Your task is to reproduce, verbatim and without pictures, the lines from the opening of the listing through the line containing "Write the network of all".
***
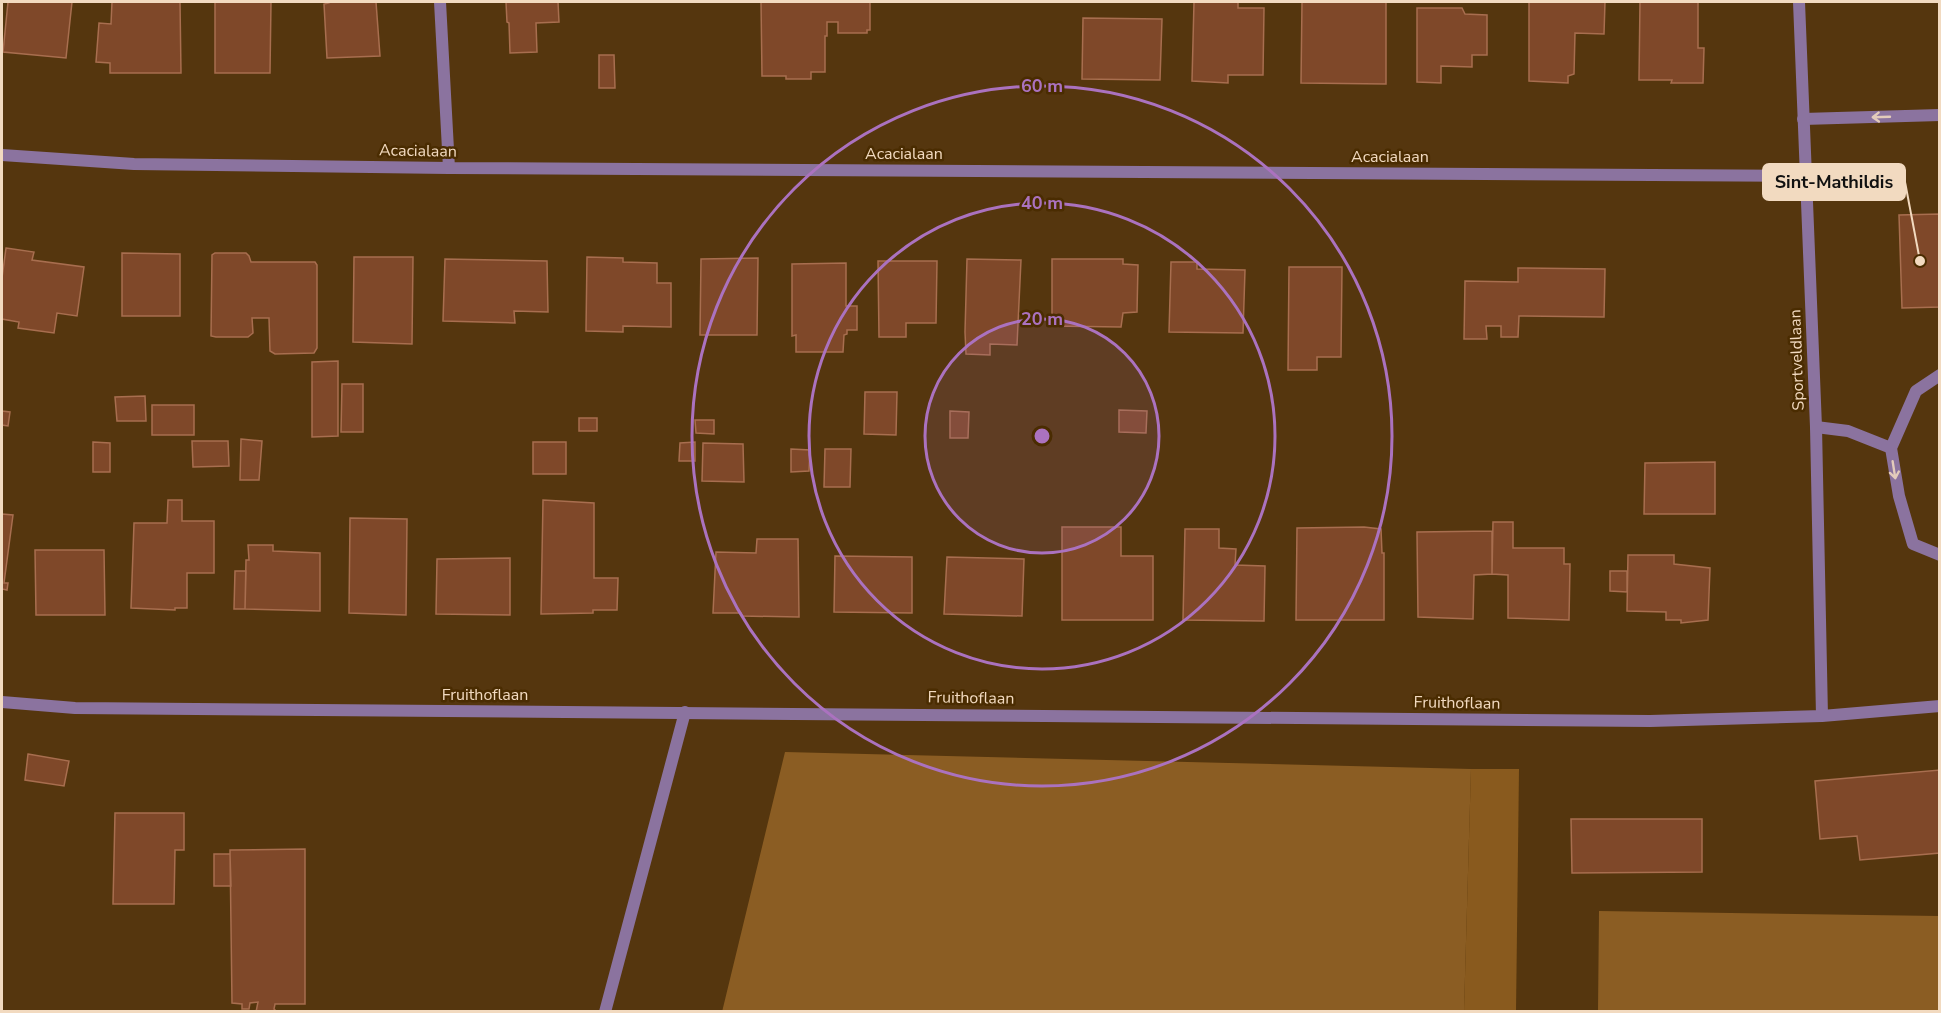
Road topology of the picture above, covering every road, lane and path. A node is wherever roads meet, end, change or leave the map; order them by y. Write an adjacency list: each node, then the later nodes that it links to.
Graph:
1 (440, 2): 6 (street)
2 (1799, 2): 4 (street, Sportveldlaan)
3 (1940, 115): 4 (street, one-way to 4)
4 (1803, 119): 7 (street, Sportveldlaan)
5 (2, 155): 6 (street, Acacialaan)
6 (449, 168): 7 (street, Acacialaan)
7 (1806, 176): 9 (street, Sportveldlaan)
8 (1940, 375): 10 (street)
9 (1816, 427): 10 (street); 15 (street, Sportveldlaan)
10 (1891, 448): 11 (street, one-way to 11)
11 (1940, 555)
12 (2, 702): 14 (street, Fruithoflaan)
13 (1940, 706): 15 (street, Fruithoflaan)
14 (686, 712): 15 (street, Fruithoflaan); 16 (street)
15 (1822, 717)
16 (605, 1011)

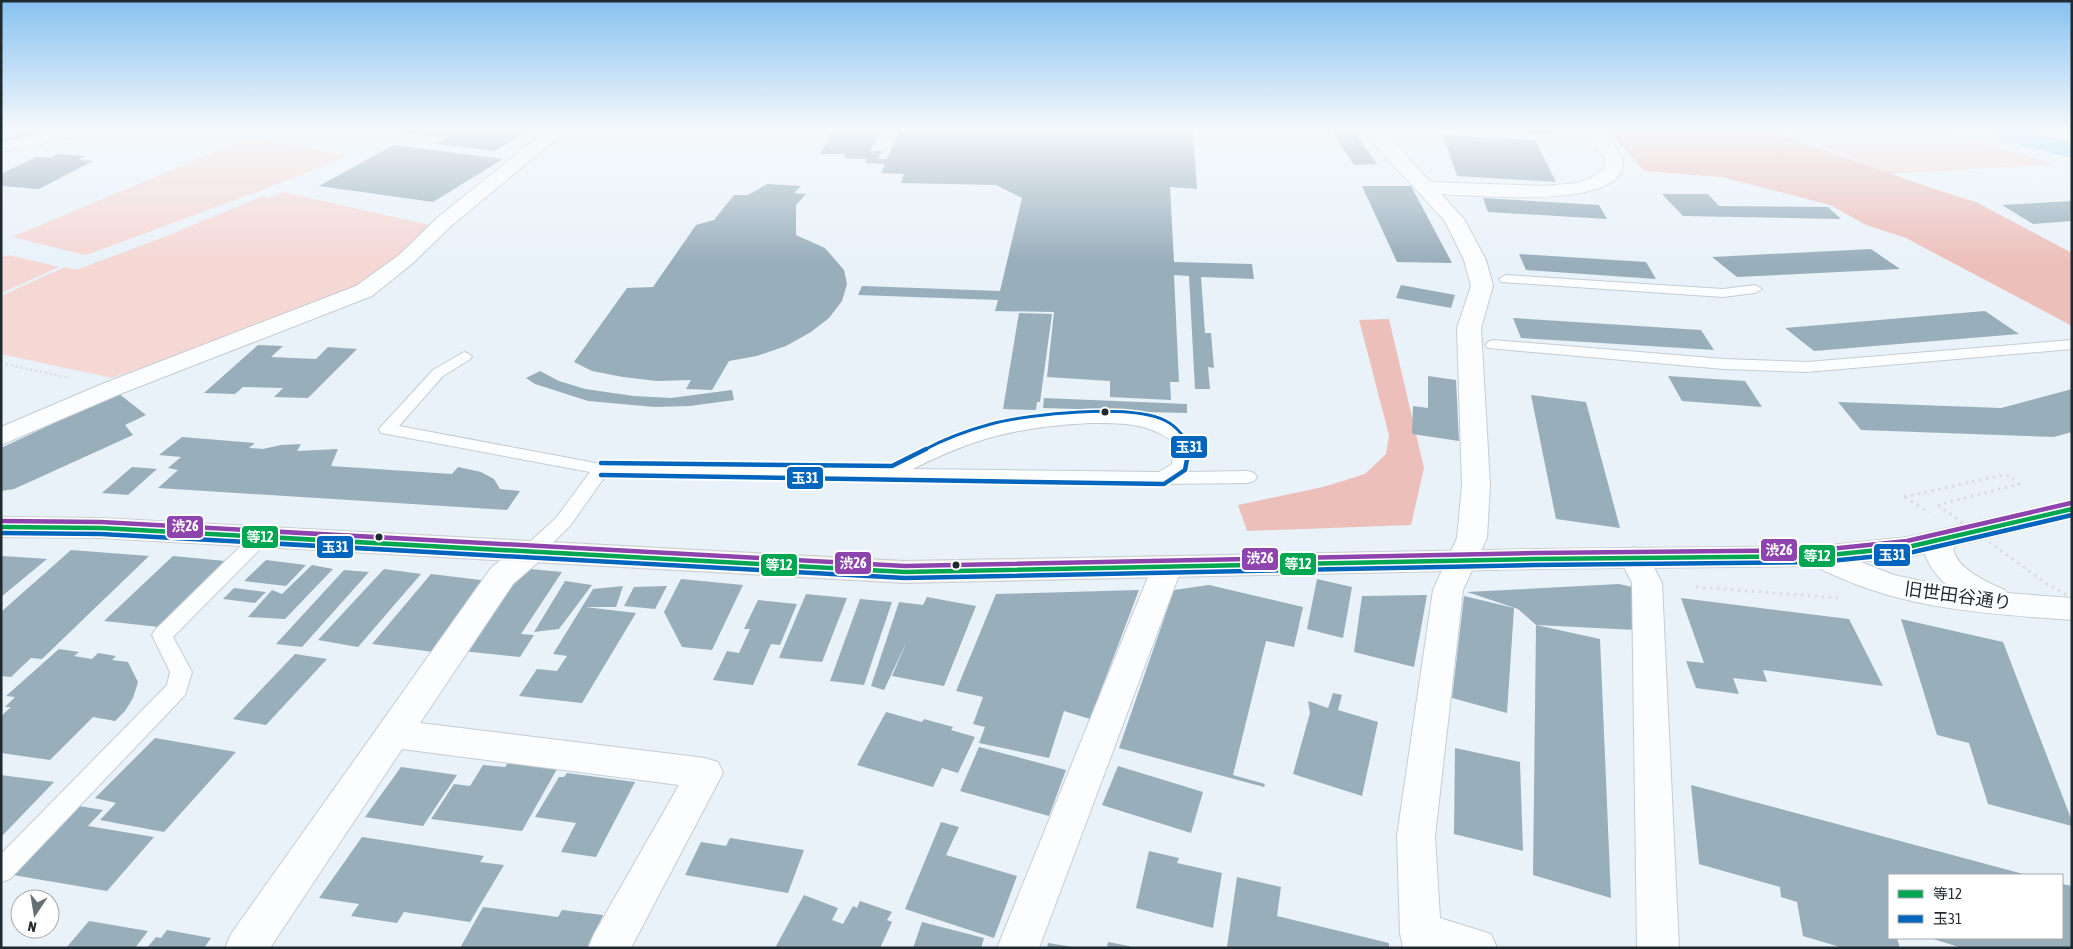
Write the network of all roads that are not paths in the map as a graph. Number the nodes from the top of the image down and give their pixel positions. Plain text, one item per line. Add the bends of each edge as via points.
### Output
1 (503, 174) edge
2 (1414, 174) edge
3 (1610, 174) edge
4 (1427, 188) junction
5 (1506, 279) dead end
6 (1755, 289) dead end
7 (2072, 344) edge
8 (1493, 345) dead end
9 (464, 357) dead end
10 (1, 437) edge
11 (601, 469) junction
12 (893, 472) junction
13 (1248, 477) dead end
14 (1164, 478) junction
15 (2072, 509) edge
16 (1, 527) edge
17 (1938, 527) junction
18 (261, 537) junction
19 (532, 551) junction
20 (1820, 556) junction
21 (1634, 557) junction
22 (1463, 560) junction
23 (1167, 567) junction
24 (2015, 605) junction
25 (2072, 609) edge
26 (393, 734) junction
27 (1, 871) edge
28 (1423, 940) edge
29 (246, 948) edge
30 (609, 948) edge
31 (1018, 948) edge
32 (1476, 948) edge
33 (1658, 948) edge

1 - 10 street via 364,292 111,389
2 - 4 street
3 - 4 street via 1581,188 1544,192
4 - 22 street via 1454,219 1476,260 1482,286 1469,328 1476,485 1472,538
5 - 6 lane via 1724,293
7 - 8 lane via 1807,367 1724,364
9 - 11 lane via 438,373 387,429
11 - 12 lane
11 - 19 lane via 563,522
12 - 14 lane
12 - 14 lane via 938,449 993,430 1047,420 1104,418 1143,420 1162,426 1176,437 1182,450 1180,466
13 - 14 lane
15 - 17 main road
16 - 18 main road via 101,528
17 - 20 main road via 1908,547
17 - 24 street via 1938,555 1949,568 1975,590
18 - 19 main road
18 - 27 lane via 162,635 181,672 177,689
19 - 23 main road via 905,572
19 - 26 street via 502,576
20 - 21 main road
20 - 24 street, 旧世田谷通り via 1886,584 1921,593
21 - 22 main road
21 - 33 street via 1647,583
22 - 23 main road
22 - 28 street via 1448,590 1416,836
23 - 31 street
24 - 25 street, 旧世田谷通り
26 - 29 street
26 - 30 street via 705,773
28 - 32 street

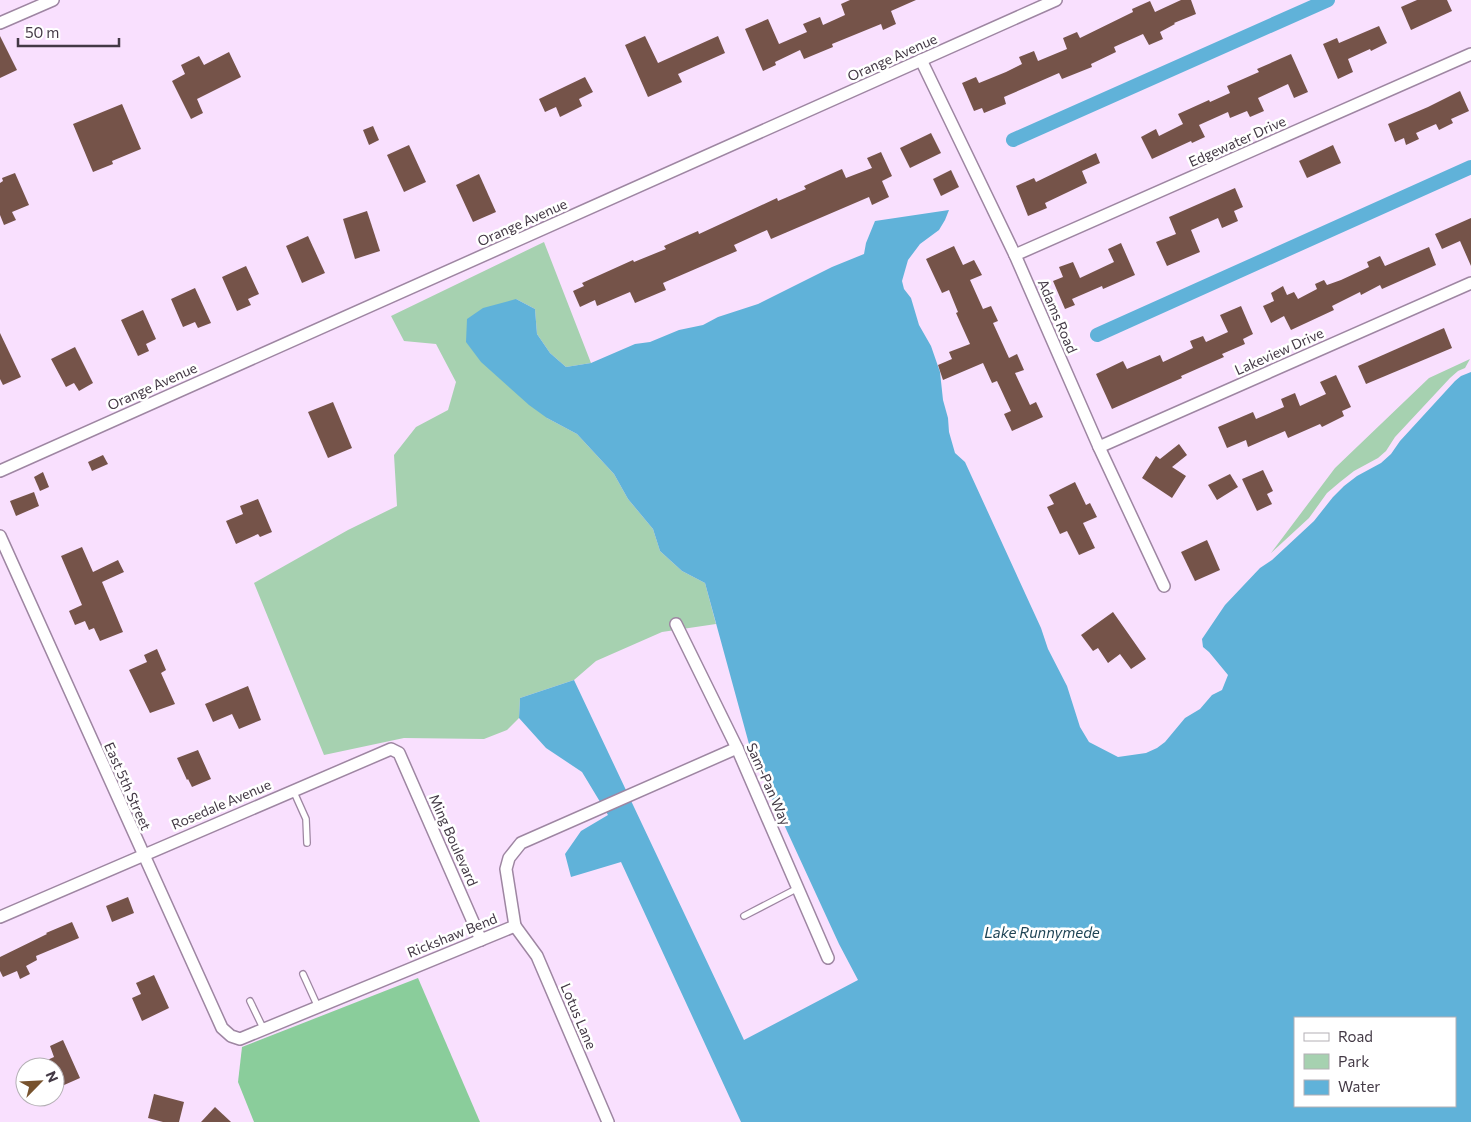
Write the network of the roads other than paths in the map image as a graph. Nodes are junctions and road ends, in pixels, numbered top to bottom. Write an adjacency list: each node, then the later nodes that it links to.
1 (53, 0): 3 (street)
2 (1056, 0): 5 (street, Orange Avenue)
3 (0, 23)
4 (1471, 54): 6 (street, Edgewater Drive)
5 (921, 60): 6 (street, Adams Road); 9 (street, Orange Avenue)
6 (1016, 255): 8 (street, Adams Road)
7 (1471, 283): 8 (street, Lakeview Drive)
8 (1099, 447): 11 (street, Adams Road)
9 (0, 471)
10 (0, 536): 17 (street, East 5th Street)
11 (1164, 586)
12 (676, 624): 13 (street, Sam-Pan Way)
13 (737, 748): 18 (street, Sam-Pan Way); 21 (street, Rickshaw Bend)
14 (399, 753): 15 (street, Rosedale Avenue); 22 (street, Ming Boulevard)
15 (293, 790): 16 (lane); 17 (street, Rosedale Avenue)
16 (307, 843)
17 (142, 854): 20 (street, Rosedale Avenue); 28 (street, East 5th Street)
18 (798, 888): 19 (lane); 23 (street, Sam-Pan Way)
19 (744, 916)
20 (0, 917)
21 (515, 926): 22 (street, Rickshaw Bend); 29 (street, Lotus Lane)
22 (481, 940): 26 (street, Rickshaw Bend)
23 (828, 958)
24 (302, 974): 26 (lane)
25 (250, 1001): 27 (lane)
26 (318, 1007): 27 (street, Rickshaw Bend)
27 (264, 1030): 28 (street, Rickshaw Bend)
28 (240, 1039)
29 (608, 1122)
***
> **Task solution**
Road topology of the picture above, covering every road, lane and path. A node is wherever roads meet, end, change or leave the map; order them by y. Write an adjacency list: each node, then the later nodes that it links to.
Graph:
1 (440, 2): 6 (street)
2 (1799, 2): 4 (street, Sportveldlaan)
3 (1940, 115): 4 (street, one-way to 4)
4 (1803, 119): 7 (street, Sportveldlaan)
5 (2, 155): 6 (street, Acacialaan)
6 (449, 168): 7 (street, Acacialaan)
7 (1806, 176): 9 (street, Sportveldlaan)
8 (1940, 375): 10 (street)
9 (1816, 427): 10 (street); 15 (street, Sportveldlaan)
10 (1891, 448): 11 (street, one-way to 11)
11 (1940, 555)
12 (2, 702): 14 (street, Fruithoflaan)
13 (1940, 706): 15 (street, Fruithoflaan)
14 (686, 712): 15 (street, Fruithoflaan); 16 (street)
15 (1822, 717)
16 (605, 1011)

Write the network of all roads that are not paths in the map as a graph. Number the nodes from the top of the image down and give their pixel positions. Plain text, one item per line. Add the bends of each edge as via points.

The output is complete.